What you need to do ▸ Down to the final character, output the records below as they stand.

Extracted records START

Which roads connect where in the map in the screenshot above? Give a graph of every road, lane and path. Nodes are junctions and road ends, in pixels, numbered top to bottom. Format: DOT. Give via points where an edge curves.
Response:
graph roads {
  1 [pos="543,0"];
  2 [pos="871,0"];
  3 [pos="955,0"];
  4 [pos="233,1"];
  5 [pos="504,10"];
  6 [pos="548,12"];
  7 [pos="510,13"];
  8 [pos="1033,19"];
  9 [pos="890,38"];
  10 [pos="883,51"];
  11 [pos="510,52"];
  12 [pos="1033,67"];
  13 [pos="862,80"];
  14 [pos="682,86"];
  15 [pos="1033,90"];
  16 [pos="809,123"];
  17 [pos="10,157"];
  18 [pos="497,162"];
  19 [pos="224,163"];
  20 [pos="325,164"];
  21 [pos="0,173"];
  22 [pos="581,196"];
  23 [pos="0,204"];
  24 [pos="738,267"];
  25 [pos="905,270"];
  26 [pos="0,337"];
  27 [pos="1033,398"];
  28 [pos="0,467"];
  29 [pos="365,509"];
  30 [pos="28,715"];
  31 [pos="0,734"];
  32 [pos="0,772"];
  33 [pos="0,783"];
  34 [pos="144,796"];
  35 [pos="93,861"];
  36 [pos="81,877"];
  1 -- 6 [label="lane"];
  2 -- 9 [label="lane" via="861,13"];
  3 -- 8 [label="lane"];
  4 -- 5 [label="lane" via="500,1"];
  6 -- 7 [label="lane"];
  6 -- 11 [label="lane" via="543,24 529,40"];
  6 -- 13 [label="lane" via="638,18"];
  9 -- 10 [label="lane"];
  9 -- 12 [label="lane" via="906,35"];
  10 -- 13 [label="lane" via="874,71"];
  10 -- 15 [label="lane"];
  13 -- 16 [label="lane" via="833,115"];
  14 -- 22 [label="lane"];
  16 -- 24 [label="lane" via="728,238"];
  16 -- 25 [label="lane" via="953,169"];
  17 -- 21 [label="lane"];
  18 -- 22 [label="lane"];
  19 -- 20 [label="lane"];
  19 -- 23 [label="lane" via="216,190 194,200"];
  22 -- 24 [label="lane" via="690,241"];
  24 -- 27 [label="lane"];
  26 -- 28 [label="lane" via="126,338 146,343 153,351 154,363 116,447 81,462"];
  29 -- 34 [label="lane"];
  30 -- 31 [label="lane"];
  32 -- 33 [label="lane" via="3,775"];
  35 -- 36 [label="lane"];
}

Extracted records END

Task solution ▸
Which roads connect where in the map in the screenshot above? Give a graph of every road, lane and path. Nodes are junctions and road ends, in pixels, numbered top to bottom. Format: DOT. Give via points where an edge curves.
Response:
graph roads {
  1 [pos="543,0"];
  2 [pos="871,0"];
  3 [pos="955,0"];
  4 [pos="233,1"];
  5 [pos="504,10"];
  6 [pos="548,12"];
  7 [pos="510,13"];
  8 [pos="1033,19"];
  9 [pos="890,38"];
  10 [pos="883,51"];
  11 [pos="510,52"];
  12 [pos="1033,67"];
  13 [pos="862,80"];
  14 [pos="682,86"];
  15 [pos="1033,90"];
  16 [pos="809,123"];
  17 [pos="10,157"];
  18 [pos="497,162"];
  19 [pos="224,163"];
  20 [pos="325,164"];
  21 [pos="0,173"];
  22 [pos="581,196"];
  23 [pos="0,204"];
  24 [pos="738,267"];
  25 [pos="905,270"];
  26 [pos="0,337"];
  27 [pos="1033,398"];
  28 [pos="0,467"];
  29 [pos="365,509"];
  30 [pos="28,715"];
  31 [pos="0,734"];
  32 [pos="0,772"];
  33 [pos="0,783"];
  34 [pos="144,796"];
  35 [pos="93,861"];
  36 [pos="81,877"];
  1 -- 6 [label="lane"];
  2 -- 9 [label="lane" via="861,13"];
  3 -- 8 [label="lane"];
  4 -- 5 [label="lane" via="500,1"];
  6 -- 7 [label="lane"];
  6 -- 11 [label="lane" via="543,24 529,40"];
  6 -- 13 [label="lane" via="638,18"];
  9 -- 10 [label="lane"];
  9 -- 12 [label="lane" via="906,35"];
  10 -- 13 [label="lane" via="874,71"];
  10 -- 15 [label="lane"];
  13 -- 16 [label="lane" via="833,115"];
  14 -- 22 [label="lane"];
  16 -- 24 [label="lane" via="728,238"];
  16 -- 25 [label="lane" via="953,169"];
  17 -- 21 [label="lane"];
  18 -- 22 [label="lane"];
  19 -- 20 [label="lane"];
  19 -- 23 [label="lane" via="216,190 194,200"];
  22 -- 24 [label="lane" via="690,241"];
  24 -- 27 [label="lane"];
  26 -- 28 [label="lane" via="126,338 146,343 153,351 154,363 116,447 81,462"];
  29 -- 34 [label="lane"];
  30 -- 31 [label="lane"];
  32 -- 33 [label="lane" via="3,775"];
  35 -- 36 [label="lane"];
}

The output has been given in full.